A Evans, uno de los grandes de la fotografía de estadounidense, le ocurrió lo que a otros colegas como Steichen o Strand, esto es, que se impuso en el gremio rebotado de otra primera afición o vocación que no llegó a cuajar. La suya fue la literatura con la que, sin embargo, mantuvo una intensa relación. Cualquiera que vea las célebres fotos de los tipos humanos durante la represión, los paisajes en grises ominosos, los espacios abiertos en los que la esperanza está siempre allende el horizonte, los primeros planos de rostros con expresión ausente, hastiada, abofeteada por la vida, recuerda de inmediato Las uvas de la ira.
Evans, que trabajo más de veinte años como responsable de fotografía de la revista Fortune tenía una concepción de su arte hecha de sobriedad casi minimalista, economía de expresión, inmediatez y fuerza que curiosamente dan a sus creaciones una impronta simbólica que trasciende al tiempo y, cuando eso sucede, sabemos que estamos ante un clásico. Todo cuanto está vinculado a la época se esfuma y cuando uno pasea por la galería de las imágenes está uno viendo un torrente de significados que lo llaman directamente como si fueran parte de nuestra vida misma. Y lo son.

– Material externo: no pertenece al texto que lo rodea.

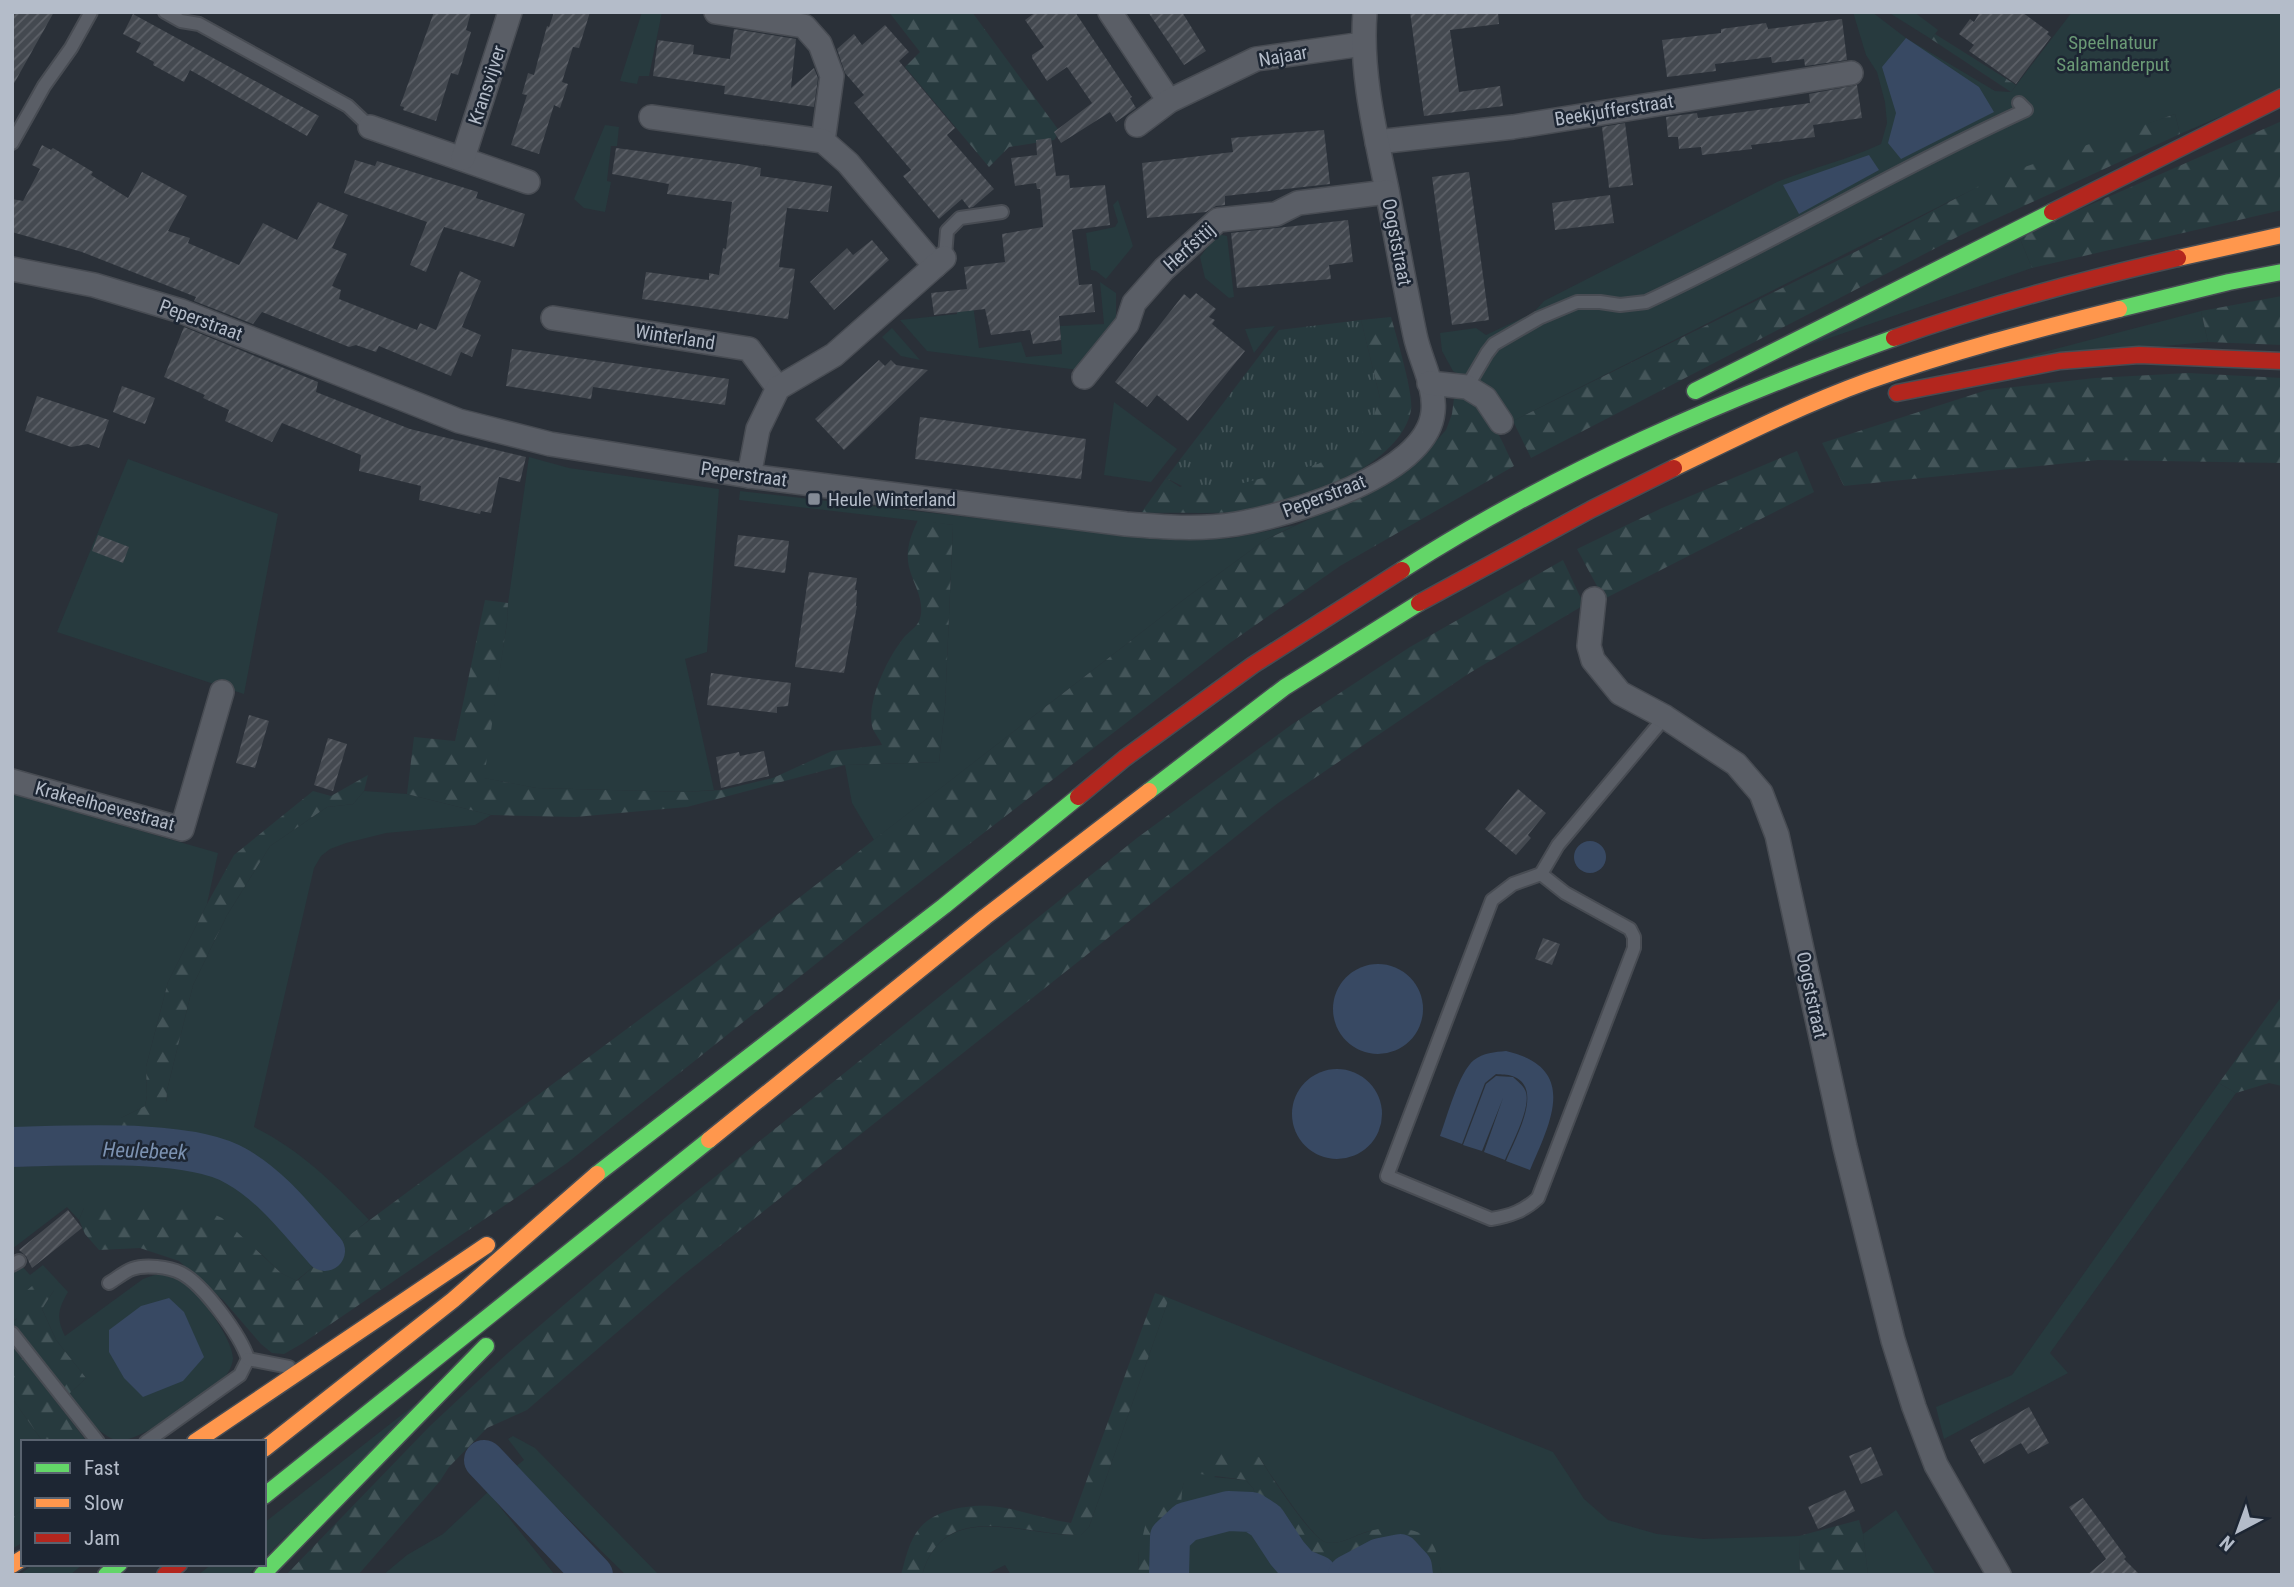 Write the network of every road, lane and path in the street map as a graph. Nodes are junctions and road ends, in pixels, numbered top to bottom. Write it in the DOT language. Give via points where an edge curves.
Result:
graph roads {
  1 [pos="91,12"];
  2 [pos="165,12"];
  3 [pos="510,12"];
  4 [pos="716,12"];
  5 [pos="1110,12"];
  6 [pos="1365,12"];
  7 [pos="1363,44"];
  8 [pos="1851,73"];
  9 [pos="2282,97"];
  10 [pos="1169,101"];
  11 [pos="2019,103"];
  12 [pos="650,117"];
  13 [pos="1137,125"];
  14 [pos="370,127"];
  15 [pos="823,141"];
  16 [pos="1377,142"];
  17 [pos="12,143"];
  18 [pos="464,158"];
  19 [pos="528,182"];
  20 [pos="1387,192"];
  21 [pos="1002,212"];
  22 [pos="2282,236"];
  23 [pos="940,261"];
  24 [pos="12,270"];
  25 [pos="2282,272"];
  26 [pos="553,318"];
  27 [pos="2282,361"];
  28 [pos="1084,377"];
  29 [pos="1429,383"];
  30 [pos="1467,387"];
  31 [pos="778,388"];
  32 [pos="1884,396"];
  33 [pos="1679,399"];
  34 [pos="1858,403"];
  35 [pos="1501,422"];
  36 [pos="1634,426"];
  37 [pos="1756,428"];
  38 [pos="1598,459"];
  39 [pos="749,476"];
  40 [pos="1594,599"];
  41 [pos="222,692"];
  42 [pos="1665,717"];
  43 [pos="12,781"];
  44 [pos="1541,874"];
  45 [pos="589,1180"];
  46 [pos="613,1218"];
  47 [pos="109,1283"];
  48 [pos="525,1307"];
  49 [pos="12,1333"];
  50 [pos="495,1337"];
  51 [pos="248,1359"];
  52 [pos="304,1368"];
  53 [pos="96,1440"];
  54 [pos="149,1440"];
  55 [pos="198,1440"];
  56 [pos="266,1447"];
  57 [pos="266,1494"];
  58 [pos="262,1575"];
  59 [pos="1999,1575"];
  1 -- 17 [label="lane"];
  2 -- 14 [label="lane" via="199,24 348,106"];
  3 -- 18 [label="street, Kransvijver"];
  4 -- 15 [label="street" via="804,26 820,44 832,76"];
  5 -- 10 [label="street"];
  6 -- 7 [label="street, Oogststraat"];
  7 -- 10 [label="street, Najaar" via="1256,59"];
  7 -- 16 [label="street, Oogststraat"];
  8 -- 16 [label="street, Beekjufferstraat" via="1513,127"];
  9 -- 33 [label="highway"];
  10 -- 13 [label="street, Najaar"];
  11 -- 30 [label="lane" via="2026,110 1646,302 1577,302 1539,318 1494,344"];
  12 -- 15 [label="street"];
  14 -- 18 [label="street"];
  15 -- 23 [label="street"];
  16 -- 20 [label="street, Oogststraat"];
  18 -- 19 [label="street"];
  20 -- 28 [label="street, Herfsttij" via="1298,204 1276,214 1218,220 1134,303 1126,324"];
  20 -- 29 [label="street, Oogststraat"];
  21 -- 23 [label="lane" via="960,218 947,231"];
  22 -- 38 [label="highway" via="2087,279 1941,321 1808,369"];
  23 -- 31 [label="street" via="834,355"];
  24 -- 39 [label="street, Peperstraat" via="94,285 181,312 459,421 550,444"];
  25 -- 37 [label="highway" via="1951,353"];
  26 -- 31 [label="street, Winterland" via="749,349"];
  27 -- 32 [label="highway" via="2139,355 2060,361"];
  29 -- 30 [label="street"];
  29 -- 39 [label="street, Peperstraat" via="1433,411 1428,432 1408,456 1356,486 1299,510 1235,524 1174,528 1126,524"];
  30 -- 35 [label="street" via="1485,398"];
  31 -- 39 [label="street" via="758,429"];
  34 -- 37 [label="highway"];
  36 -- 38 [label="highway"];
  37 -- 46 [label="highway" via="1436,592 1285,687 985,917"];
  38 -- 45 [label="highway" via="1422,556 1253,665 1125,758 944,906"];
  40 -- 42 [label="street, Oogststraat" via="1589,646 1594,660 1620,693"];
  41 -- 43 [label="street, Krakeelhoevestraat" via="182,830"];
  42 -- 44 [label="lane" via="1558,845"];
  42 -- 59 [label="street, Oogststraat" via="1736,764 1761,793 1777,835 1844,1146 1893,1340 1936,1465"];
  44 -- 44 [label="lane" via="1513,884 1492,900 1387,1176 1491,1219 1527,1209 1538,1198 1634,948 1630,929 1565,893"];
  45 -- 52 [label="highway"];
  45 -- 56 [label="highway" via="453,1300"];
  46 -- 48 [label="highway"];
  46 -- 57 [label="highway"];
  47 -- 51 [label="lane" via="133,1268 181,1273 222,1314 244,1345"];
  49 -- 53 [label="lane"];
  50 -- 58 [label="highway"];
  51 -- 52 [label="lane"];
  51 -- 54 [label="lane" via="240,1375"];
  52 -- 55 [label="highway"];
}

Negándose a poner la fotografía al servicio de una idea cursi e hipostasiada del arte, a bofetadas con todo lo que pudiera recordar el pictorialismo, Evans consigue fotografiar la realidad que lo rodea con una mirada cruda, ingenua, directa, simple, con la poética sencillez de un haiku japonés. Fabulosos esos rostros ausentes, fotografiados en el metro de Nueva York con cámara oculta, gente de ayer, de hoy, de mañana, las mil caras de la humanidad que se muestra al exterior con la mirada vuelta al interior.